Mais ce n’est pas un problème pour Kémi Seba : après tout, cette petite île n’est qu’une région de l’Afrique qu’il représente. Cela ne l’est pas non plus pour ces activistes, militants et nèg mawons locaux qui jouent à domicile mais ne demandent qu’à être menés. Ils veulent “un leader fort”, “il n’y a pas de mouvements sans leader fort”, et c’est “parce qu’on n’a pas de leader fort, que tout va mal à La Martinique” m’ont expliqué certains des participants et leurs sympathisants. Vous noterez la masculinité explicite de ce leadership.

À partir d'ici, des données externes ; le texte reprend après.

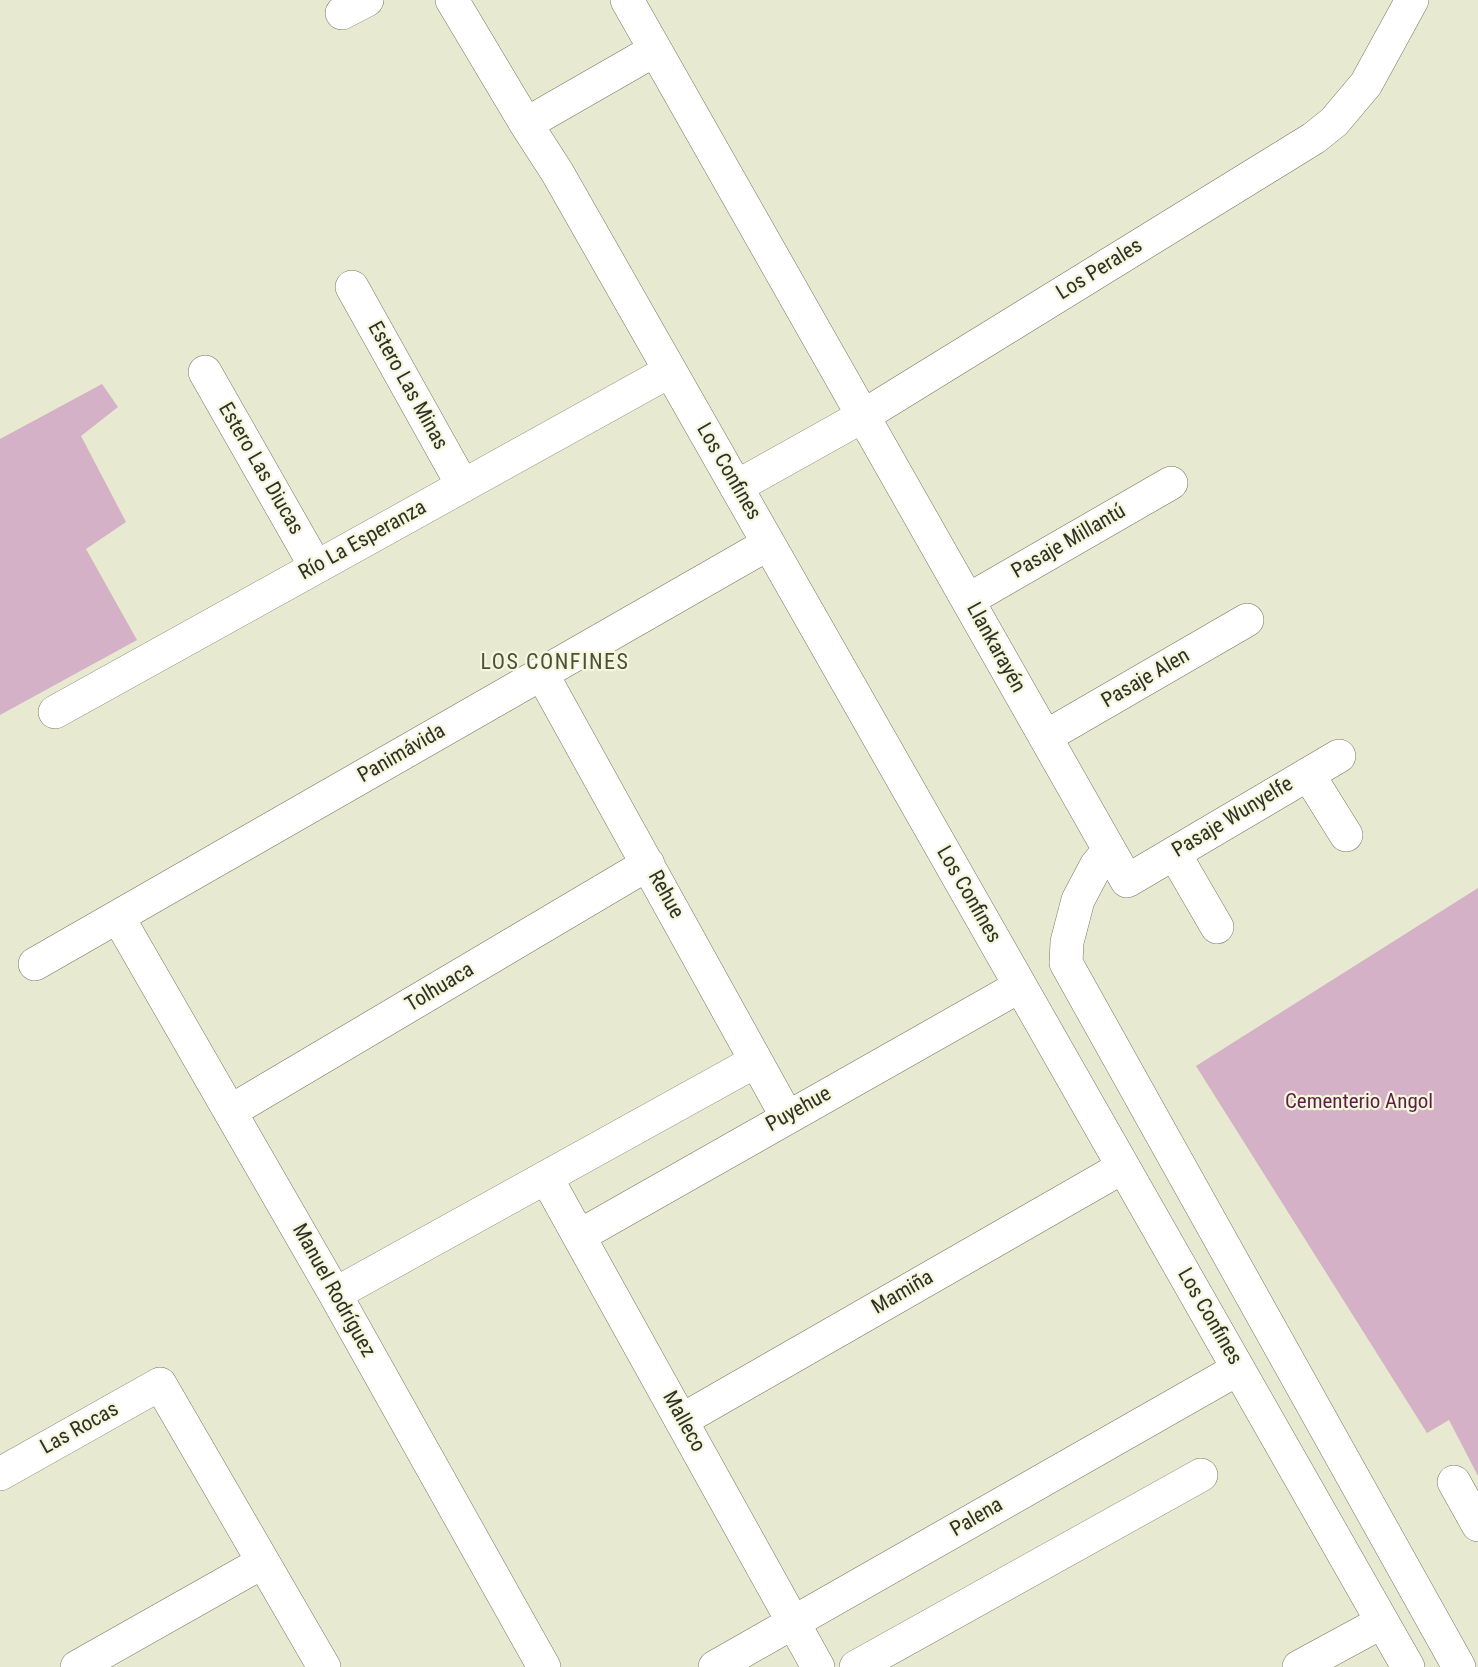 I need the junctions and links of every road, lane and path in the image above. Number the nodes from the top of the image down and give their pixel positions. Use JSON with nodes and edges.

Se sentant pousser des ailes, Kémi Séba décide de lancer une action forte, inspirante, qui, c’est sûr, mettra en plein jour la domination totale des anciens colons sur la société martiniquaise et la fera vaciller : tous ensemble, bien en ligne, ils pénétreront dans le centre commercial Carrefour de Génipa à Ducos appartenant à la grande famille Béké Hayot (et plus précisément au Groupe Bernard Hayot), et prendront sans violence des sacs d’un kilo de sucre, symbole de la violence esclavagiste et de la domination coloniale.

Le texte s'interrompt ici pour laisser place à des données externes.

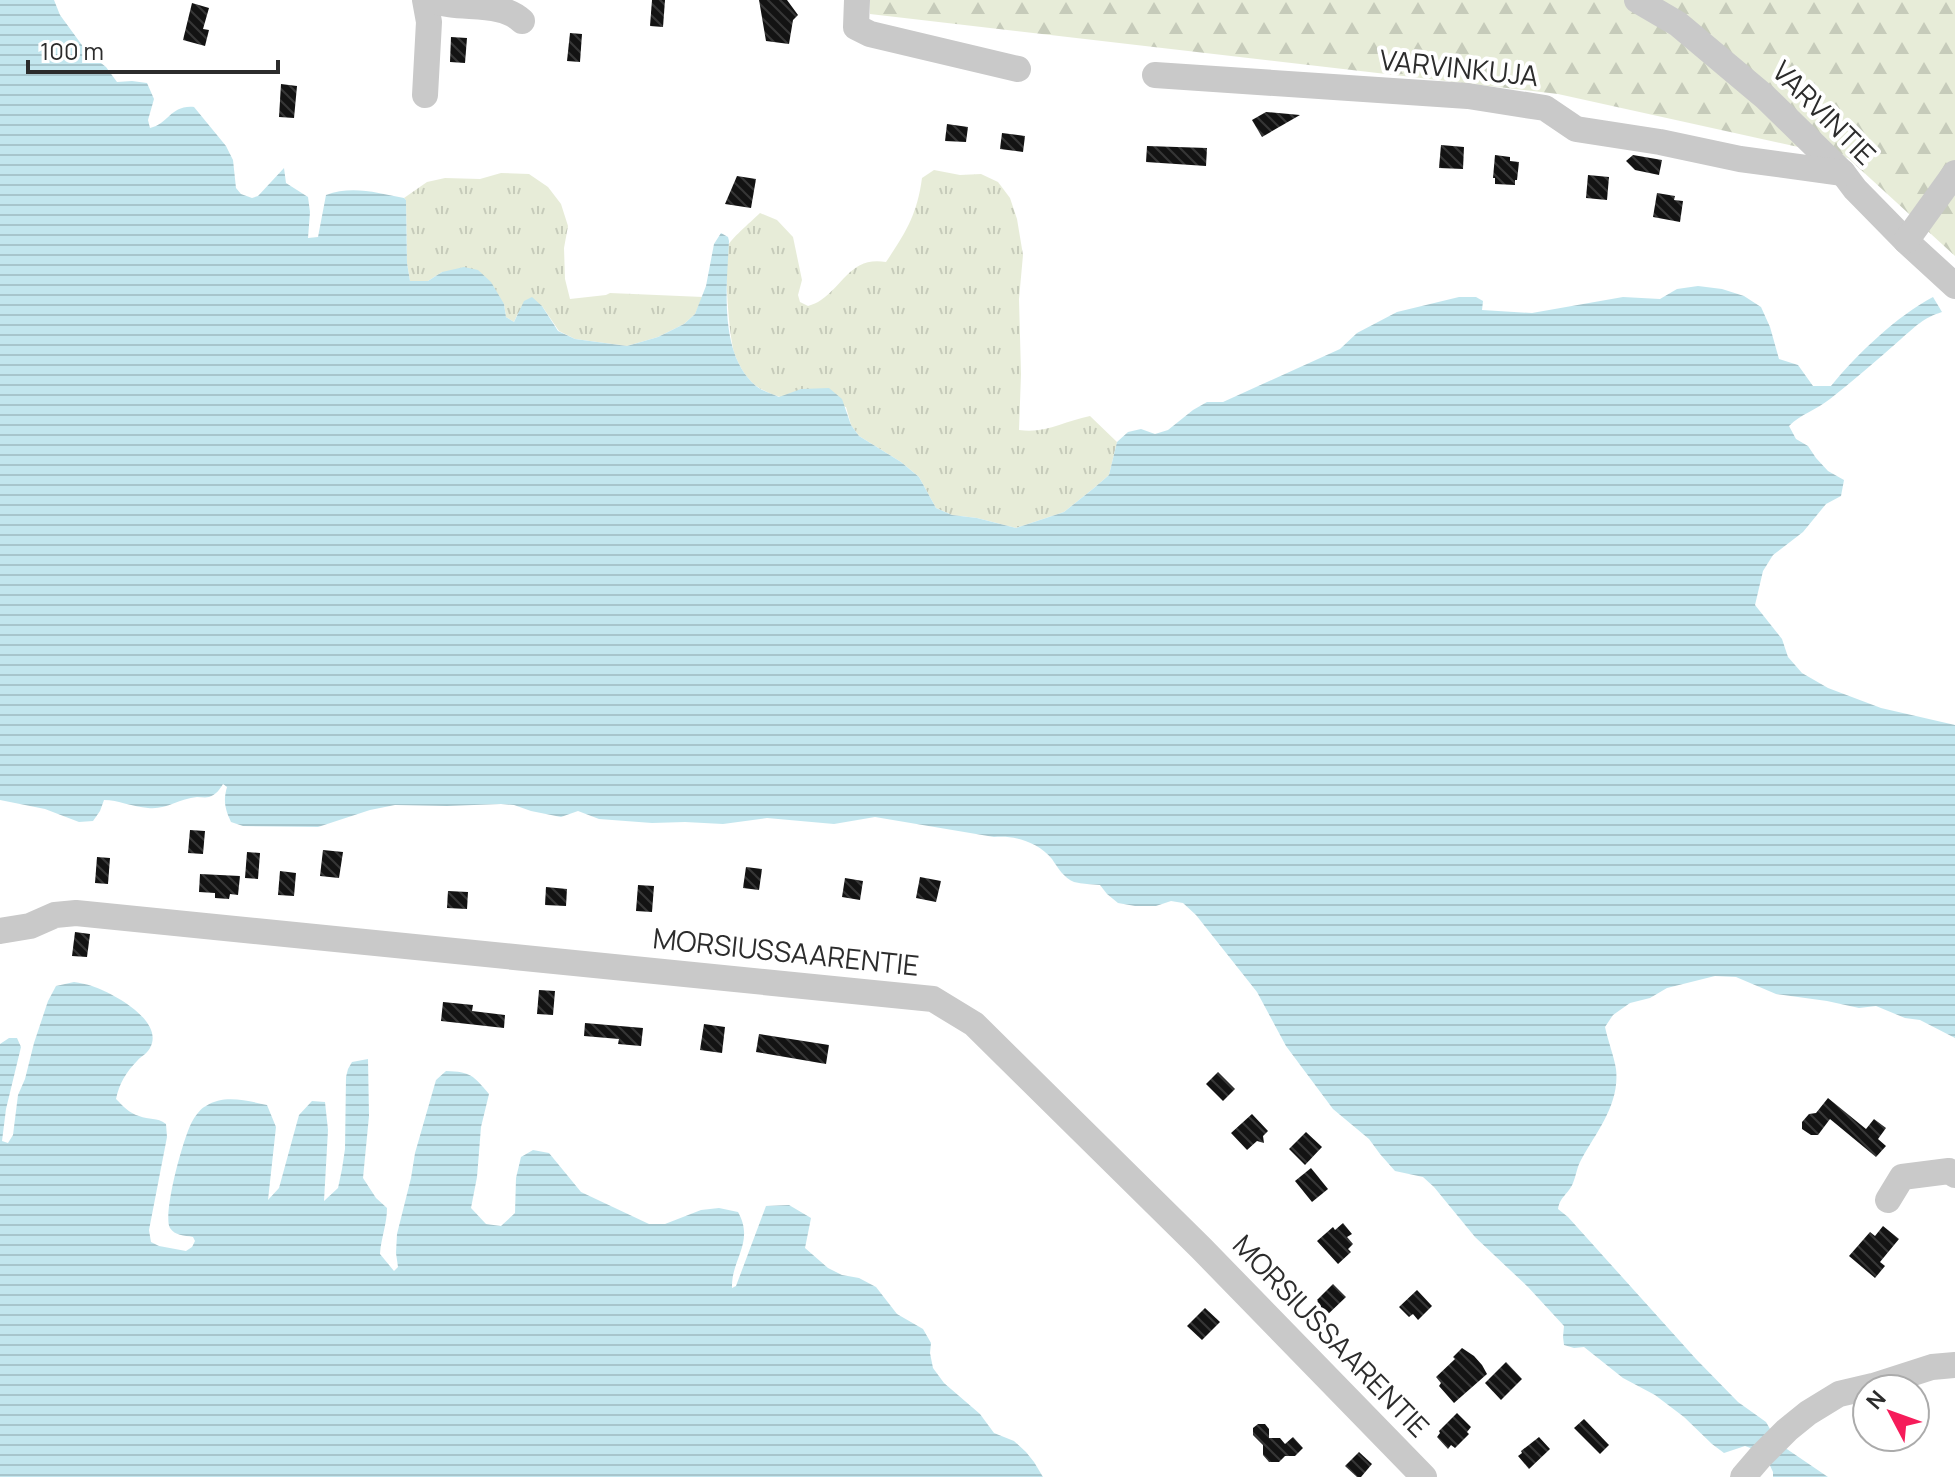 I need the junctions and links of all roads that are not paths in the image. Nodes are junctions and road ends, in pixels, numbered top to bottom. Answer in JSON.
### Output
{"nodes":[{"id":1,"x":425,"y":0,"type":"edge"},
{"id":2,"x":432,"y":0,"type":"edge"},
{"id":3,"x":857,"y":0,"type":"edge"},
{"id":4,"x":1637,"y":0,"type":"edge"},
{"id":5,"x":522,"y":21,"type":"dead end"},
{"id":6,"x":1018,"y":69,"type":"dead end"},
{"id":7,"x":1155,"y":75,"type":"dead end"},
{"id":8,"x":425,"y":95,"type":"dead end"},
{"id":9,"x":1843,"y":173,"type":"junction"},
{"id":10,"x":1955,"y":173,"type":"edge"},
{"id":11,"x":1906,"y":241,"type":"junction"},
{"id":12,"x":1955,"y":286,"type":"edge"},
{"id":13,"x":0,"y":931,"type":"edge"},
{"id":14,"x":1955,"y":1175,"type":"edge"},
{"id":15,"x":1888,"y":1200,"type":"dead end"},
{"id":16,"x":1955,"y":1365,"type":"edge"},
{"id":17,"x":1424,"y":1477,"type":"edge"},
{"id":18,"x":1743,"y":1477,"type":"edge"}],
"edges":[{"from":1,"to":8,"type":"street"},
{"from":2,"to":5,"type":"street"},
{"from":3,"to":6,"type":"street"},
{"from":4,"to":9,"type":"street","name":"VARVINTIE"},
{"from":7,"to":9,"type":"street","name":"VARVINKUJA"},
{"from":9,"to":11,"type":"street","name":"VARVINTIE"},
{"from":10,"to":11,"type":"street"},
{"from":11,"to":12,"type":"street","name":"VARVINTIE"},
{"from":13,"to":17,"type":"street","name":"MORSIUSSAARENTIE"},
{"from":14,"to":15,"type":"street"},
{"from":16,"to":18,"type":"street"}]}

Car Kémi connaît parfaitement bien son histoire des Antilles : ici, l’esclavage, c’est le sucre, aux Etats-unis, le coton. “Ne pas faire d’erreur…”. Selon la consigne, chacun devait récupérer des sachets de « sucre rouge sang« , symbole de la souffrance des ancêtres. Cet acte de rébellion, de marronage ultime, sera bien entendu accompli en ayant averti les autorités.
15h00, Génipa. Vêtue de noir, sauf Kémi qui est en rouge, la troupe disciplinée et non-violente d’une centaine de personnes pénètre dans le centre commercial au son de yo armé, nou pa armé (“Ils sont armés, nous ne sommes pas armés”) en se faufilant à travers les caisses. Il y a des t-shirts et des drapeaux rouge-vert-noir. Il y a des étendards rastas. Des conques de lambis retentissent. Certains ont le poing haut. D’autres, le visage fermé, grave et plein de dignité. Beaucoup portent en flambeau leurs smartphones et filment le tout. La Révolution sera live sur les réseaux sociaux. Et chacun prend tour à tour son sac de sucre.

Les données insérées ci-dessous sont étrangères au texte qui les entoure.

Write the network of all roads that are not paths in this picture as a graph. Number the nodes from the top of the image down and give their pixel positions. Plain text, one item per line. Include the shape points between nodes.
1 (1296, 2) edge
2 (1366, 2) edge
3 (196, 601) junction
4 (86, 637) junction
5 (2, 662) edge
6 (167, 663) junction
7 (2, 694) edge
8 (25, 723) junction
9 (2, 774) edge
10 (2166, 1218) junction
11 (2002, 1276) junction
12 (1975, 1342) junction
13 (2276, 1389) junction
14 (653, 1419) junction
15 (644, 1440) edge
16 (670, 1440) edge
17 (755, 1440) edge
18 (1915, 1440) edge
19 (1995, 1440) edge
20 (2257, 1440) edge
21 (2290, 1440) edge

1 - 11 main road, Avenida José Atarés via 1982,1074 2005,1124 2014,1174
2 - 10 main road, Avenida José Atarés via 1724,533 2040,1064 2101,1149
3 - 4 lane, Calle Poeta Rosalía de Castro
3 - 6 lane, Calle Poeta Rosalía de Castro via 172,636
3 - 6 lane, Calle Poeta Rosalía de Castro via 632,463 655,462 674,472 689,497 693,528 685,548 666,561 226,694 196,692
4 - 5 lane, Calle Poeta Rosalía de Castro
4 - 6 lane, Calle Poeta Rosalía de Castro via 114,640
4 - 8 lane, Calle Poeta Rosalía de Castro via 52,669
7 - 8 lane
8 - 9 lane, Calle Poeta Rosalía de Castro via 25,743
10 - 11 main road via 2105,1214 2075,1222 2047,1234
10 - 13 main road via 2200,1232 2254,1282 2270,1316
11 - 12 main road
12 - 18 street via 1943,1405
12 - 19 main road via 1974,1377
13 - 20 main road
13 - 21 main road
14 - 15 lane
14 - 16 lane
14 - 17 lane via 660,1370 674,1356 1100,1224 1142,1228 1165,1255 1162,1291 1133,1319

La troupe repart, Kémi à sa tête, son riche butin guerrier porté bien haut parmi les drapeaux, les étendards, les conques de lambis, les poings fermés, la dignité, les caméras de smartphones et les lunettes de soleil jamais enlevées. Nous avons pris le sucre du Béké. Dans le centre commercial du Béké. Le Sucre est libéré. Le Nègre est libéré. En 30 minutes tout fut fini. Si tu arrivais à 15h45, tu avais tout raté.
Sauf qu’il y a un problème. Le sucre qui fut subtilisé n’appartient pas au Béké. Et ce, depuis un moment.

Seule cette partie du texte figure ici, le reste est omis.